A typical day for me would be to arrive at our nursery around 6:50 a.m. and get my crews out the gate. From there I will usually spend about an hour in the office catching up on some emails, doing some scheduling, working on any proposals I have to prepare and getting any paperwork for the crews ready for the coming day. After that, I am out in the field meeting with other CRs, crews and clients on jobsites. I usually try to make it back to the yard around 3:00-3:30 p.m. to spend a little more time in the office before the crews arrive for the evening. My crews are usually back in the yard loaded and parked for the next day by 4:30-5:00 p.m.
What is your favorite part about working in the green industry?
My favorite thing about this industry is that every day is something new and something different. Some days you’re spending your time out in the field walking jobsites, working with crews, and meeting with clients. Other days you are spending it in the office designing landscapes, creating proposals, and working on the business side of the industry. There really is no boring day.

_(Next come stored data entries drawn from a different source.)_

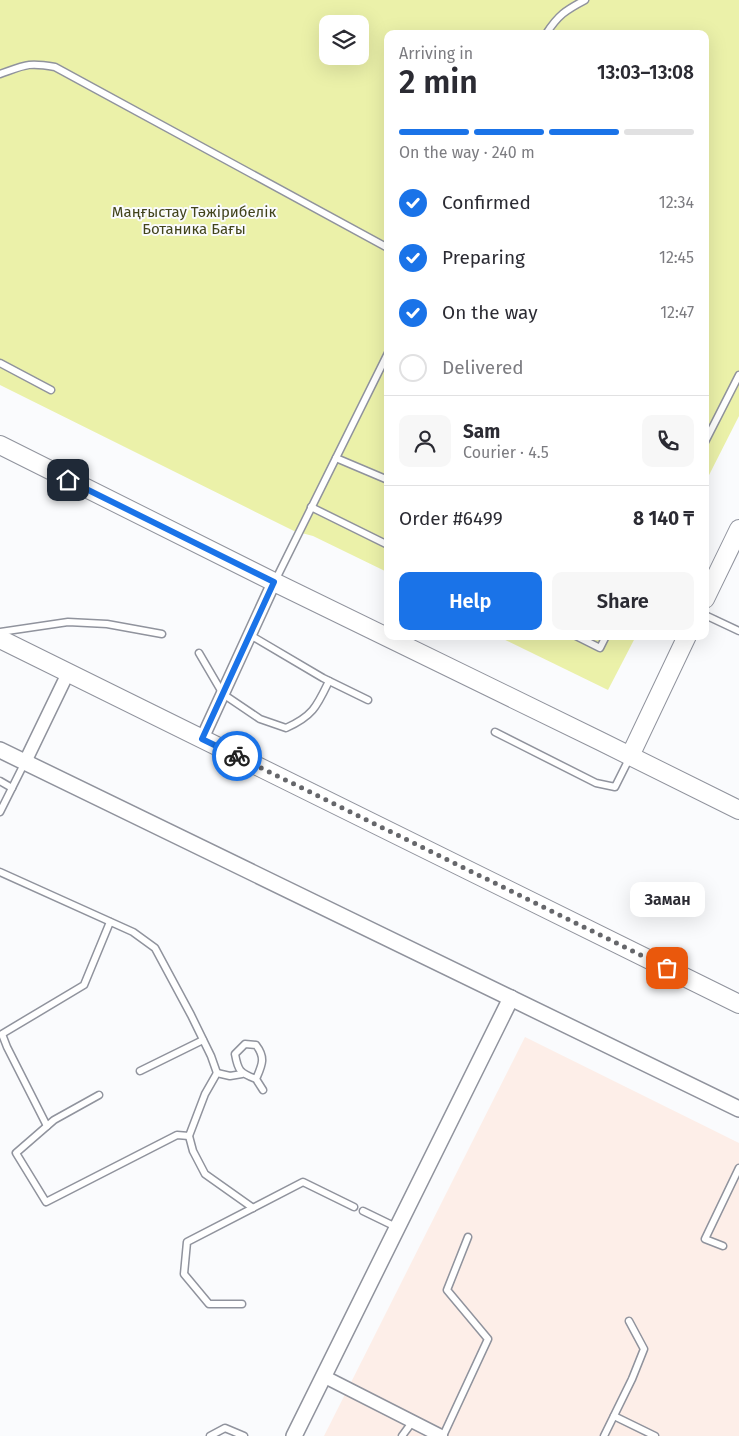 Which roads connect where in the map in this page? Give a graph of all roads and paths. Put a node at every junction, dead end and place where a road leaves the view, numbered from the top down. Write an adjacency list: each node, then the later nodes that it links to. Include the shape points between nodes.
1 (585, 0): 2 (lane, via 555,19)
2 (548, 30)
3 (0, 74): 4 (lane, via 26,64 55,67)
4 (384, 246)
5 (384, 361): 11 (lane)
6 (0, 363): 8 (lane)
7 (739, 375): 9 (lane)
8 (52, 390)
9 (709, 434)
10 (0, 445): 16 (main road)
11 (336, 458): 12 (lane); 13 (lane)
12 (384, 478)
13 (311, 508): 15 (lane); 16 (lane)
14 (739, 529): 17 (main road)
15 (384, 542)
16 (274, 582): 22 (street); 23 (main road)
17 (709, 591)
18 (709, 617): 19 (lane)
19 (739, 631)
20 (0, 632): 21 (lane, via 68,622 107,624)
21 (162, 634)
22 (250, 635): 31 (lane); 32 (street)
23 (384, 636)
24 (0, 639): 30 (main road)
25 (393, 640): 37 (main road)
26 (584, 640): 27 (lane, via 600,648)
27 (604, 640)
28 (685, 640): 37 (main road)
29 (199, 653): 32 (lane)
30 (68, 673): 35 (main road); 38 (street)
31 (329, 681): 32 (lane, via 318,705 302,721 286,728 260,719); 33 (lane)
32 (222, 694): 35 (street)
33 (368, 700)
34 (496, 732): 37 (lane, via 596,783 615,786)
35 (202, 739): 46 (main road)
36 (0, 750): 38 (street)
37 (630, 756): 41 (main road)
38 (25, 762): 40 (lane); 45 (street)
39 (0, 781): 40 (lane)
40 (12, 788): 42 (lane)
41 (739, 810)
42 (0, 812)
43 (0, 872): 44 (lane)
44 (110, 922): 47 (lane, via 133,932 155,948); 55 (lane, via 84,985 2,1034)
45 (511, 998): 54 (street); 61 (street)
46 (739, 1004)
47 (203, 1040): 48 (lane); 49 (lane)
48 (140, 1071)
49 (217, 1074): 50 (lane); 56 (lane, via 205,1094)
50 (242, 1074): 51 (lane); 51 (lane, via 235,1054 245,1044 256,1045 263,1060)
51 (256, 1079): 52 (lane)
52 (263, 1090)
53 (99, 1095): 55 (lane)
54 (739, 1109)
55 (48, 1126): 56 (lane, via 16,1153 46,1202 177,1135)
56 (189, 1136): 59 (lane, via 205,1174)
57 (739, 1168): 63 (lane, via 705,1239)
58 (354, 1206): 59 (lane, via 303,1182)
59 (253, 1208): 64 (lane, via 186,1242 184,1274 209,1304)
60 (363, 1211): 61 (lane)
61 (397, 1228): 66 (street)
62 (468, 1237): 73 (lane, via 447,1290 488,1339)
63 (722, 1246)
64 (242, 1304)
65 (629, 1321): 67 (lane, via 644,1349)
66 (323, 1376): 68 (street); 71 (street)
67 (614, 1416): 74 (lane); 75 (lane)
68 (413, 1422): 72 (lane); 73 (street)
69 (210, 1436): 70 (lane, via 225,1428)
70 (244, 1436)
71 (294, 1436)
72 (402, 1436)
73 (442, 1436)
74 (604, 1436)
75 (655, 1436) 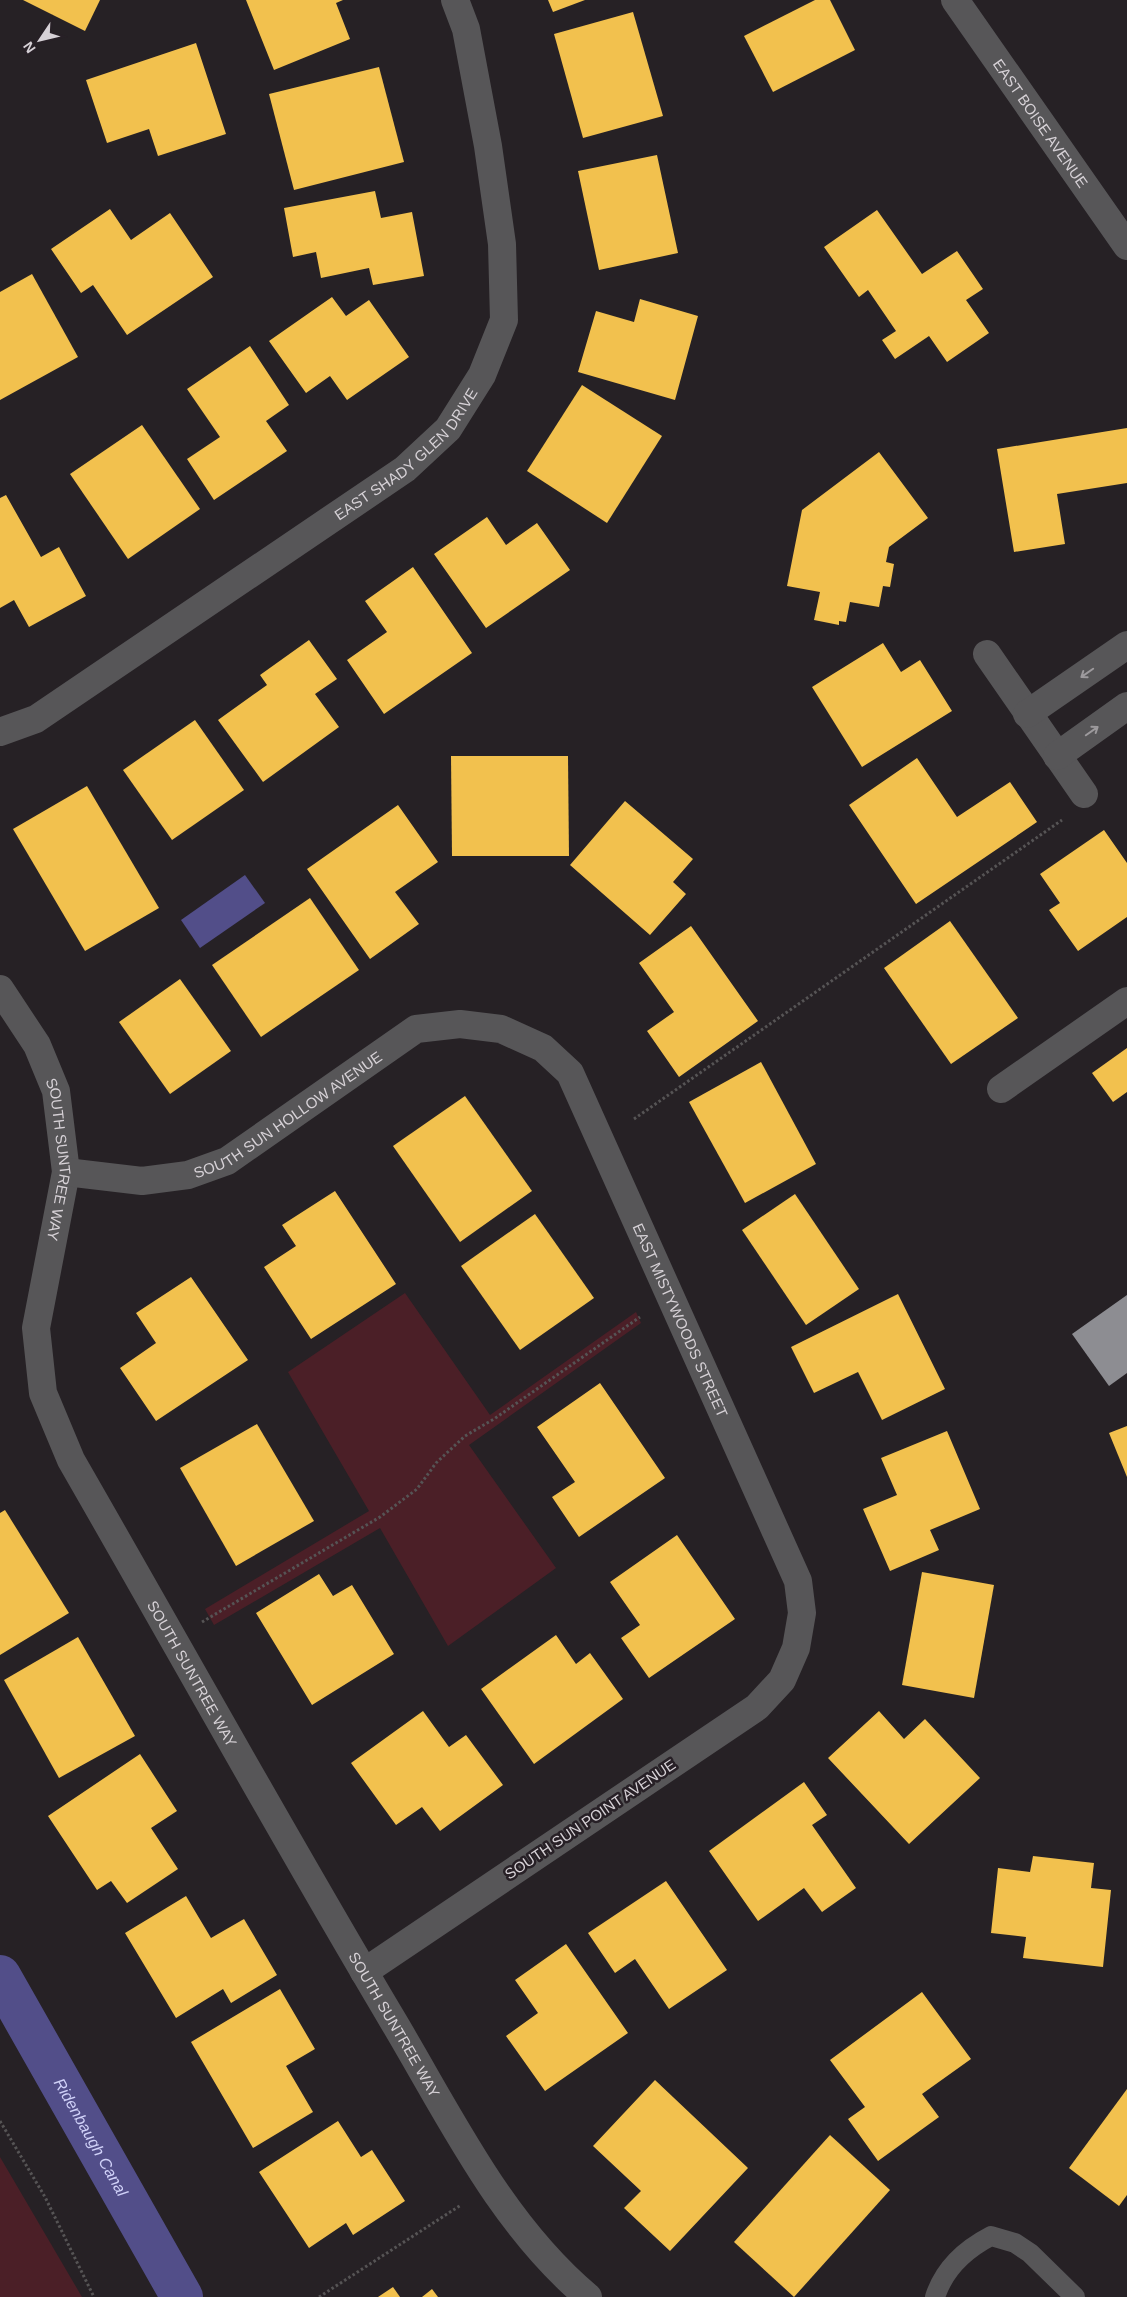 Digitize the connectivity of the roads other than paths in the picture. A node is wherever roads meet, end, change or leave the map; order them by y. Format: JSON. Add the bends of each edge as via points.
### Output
{"nodes":[{"id":1,"x":455,"y":0,"type":"edge"},
{"id":2,"x":955,"y":0,"type":"edge"},
{"id":3,"x":1127,"y":246,"type":"edge"},
{"id":4,"x":1127,"y":645,"type":"edge"},
{"id":5,"x":986,"y":654,"type":"dead end"},
{"id":6,"x":1127,"y":706,"type":"edge"},
{"id":7,"x":1027,"y":714,"type":"junction"},
{"id":8,"x":0,"y":732,"type":"edge"},
{"id":9,"x":1057,"y":756,"type":"junction"},
{"id":10,"x":1084,"y":794,"type":"dead end"},
{"id":11,"x":0,"y":989,"type":"edge"},
{"id":12,"x":1127,"y":1001,"type":"edge"},
{"id":13,"x":501,"y":1029,"type":"joint"},
{"id":14,"x":1001,"y":1088,"type":"dead end"},
{"id":15,"x":66,"y":1172,"type":"junction"},
{"id":16,"x":796,"y":1648,"type":"joint"},
{"id":17,"x":364,"y":1972,"type":"junction"},
{"id":18,"x":588,"y":2297,"type":"edge"},
{"id":19,"x":935,"y":2297,"type":"edge"},
{"id":20,"x":1075,"y":2297,"type":"edge"}],
"edges":[{"from":1,"to":8,"type":"street","name":"EAST SHADY GLEN DRIVE","via":[[466,29],[502,244],[504,320],[482,375],[448,429],[405,469],[36,719]]},
{"from":2,"to":3,"type":"street","name":"EAST BOISE AVENUE"},
{"from":4,"to":7,"type":"street","one_way":true},
{"from":5,"to":7,"type":"street"},
{"from":9,"to":6,"type":"street","one_way":true},
{"from":7,"to":9,"type":"street"},
{"from":9,"to":10,"type":"street"},
{"from":11,"to":15,"type":"street","name":"SOUTH SUNTREE WAY","via":[[37,1045],[56,1091]]},
{"from":12,"to":14,"type":"street"},
{"from":13,"to":15,"type":"street","name":"SOUTH SUN HOLLOW AVENUE","via":[[460,1024],[416,1028],[226,1161],[188,1175],[142,1181]]},
{"from":13,"to":16,"type":"street","name":"EAST MISTYWOODS STREET","via":[[543,1048],[570,1073],[798,1580],[802,1613]]},
{"from":15,"to":17,"type":"street","name":"SOUTH SUNTREE WAY","via":[[36,1328],[43,1392],[71,1460]]},
{"from":16,"to":17,"type":"street","name":"SOUTH SUN POINT AVENUE","via":[[782,1680],[756,1707]]},
{"from":17,"to":18,"type":"street","name":"SOUTH SUNTREE WAY","via":[[490,2184],[520,2227],[565,2278]]},
{"from":19,"to":20,"type":"lane","via":[[950,2268],[972,2246],[991,2236],[1015,2243],[1030,2253]]}]}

What advice would you give to young professionals entering the field?
There are three pieces of advice that I would give to young professionals entering the green industry. First, find a mentor that can help guide you through the early stages of your career. Whether this person is from within your organization or not, having someone to turn to for advice will prove to be extremely valuable in your professional and personal development.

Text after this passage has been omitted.